I am not a revolver person but I think I may pick this one up. How is the kick with the 45 and #4? What length barrels are you using?


----------



## JimmySays (Jun 8, 2007)

Waiting for the 3" Judge.:mrgreen:


----------



## Mike Barham (Mar 30, 2006)

Seems inefficient to me, at least as a defense gun. The cylinder is huge, and .410 shot is very low down on my list of desirable defense loads (does anyone keep a .410 shotgun for defense?). I suppose it would be okay as a woods-walking gun.


----------



## RetiredSwabbie (Mar 4, 2007)

WOW! I bought a 6" Judge a few months ago. I loved shooting it but didn't much like the long barrel (too hard for me to keep on target). So I sold it at a gun show and bought a .357 Tracker. I love it too but have never forget the fun I had with the Judge. Couldn't find the 3" in MSS anywhere.

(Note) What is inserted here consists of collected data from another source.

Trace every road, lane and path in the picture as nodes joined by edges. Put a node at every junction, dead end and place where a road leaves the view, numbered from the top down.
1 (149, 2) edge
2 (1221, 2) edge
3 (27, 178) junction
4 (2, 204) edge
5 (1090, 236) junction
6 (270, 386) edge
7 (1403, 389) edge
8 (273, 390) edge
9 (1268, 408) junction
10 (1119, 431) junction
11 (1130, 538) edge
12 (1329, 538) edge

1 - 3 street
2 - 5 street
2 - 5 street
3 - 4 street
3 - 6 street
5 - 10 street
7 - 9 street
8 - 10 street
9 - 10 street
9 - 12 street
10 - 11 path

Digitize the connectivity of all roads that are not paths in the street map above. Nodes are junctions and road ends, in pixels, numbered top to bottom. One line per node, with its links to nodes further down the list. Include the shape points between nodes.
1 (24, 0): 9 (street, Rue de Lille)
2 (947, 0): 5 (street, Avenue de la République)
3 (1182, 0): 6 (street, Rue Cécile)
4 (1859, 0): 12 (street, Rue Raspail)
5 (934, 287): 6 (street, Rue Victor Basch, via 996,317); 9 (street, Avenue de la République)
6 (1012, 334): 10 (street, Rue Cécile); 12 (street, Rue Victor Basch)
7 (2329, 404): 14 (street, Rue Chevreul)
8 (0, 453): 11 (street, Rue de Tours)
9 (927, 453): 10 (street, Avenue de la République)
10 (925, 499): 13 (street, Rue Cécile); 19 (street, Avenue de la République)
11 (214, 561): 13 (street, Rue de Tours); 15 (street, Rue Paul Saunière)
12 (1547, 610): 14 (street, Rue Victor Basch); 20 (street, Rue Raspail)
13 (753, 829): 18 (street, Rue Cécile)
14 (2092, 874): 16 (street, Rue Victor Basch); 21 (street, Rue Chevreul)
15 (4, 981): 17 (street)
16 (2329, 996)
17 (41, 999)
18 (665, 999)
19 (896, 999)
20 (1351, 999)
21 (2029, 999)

Then there it was at the Gun Show last weekend. I usually make the circuit, stop a few times, handle the merchandise, then move on. BUT, this time I had to circle back after handling that handgun. 

Yeah, you already guessed, I walked out of that show with my new old friend. Took it to the range yesterday but due to a thumb injury (don't ask) I could only tolerate 5 shots of .45 Colt, didn't bother shooting the #4 .410 I planned to plaster the target with.

AND BEST OF ALL, it fits nicely in the bedside table.


----------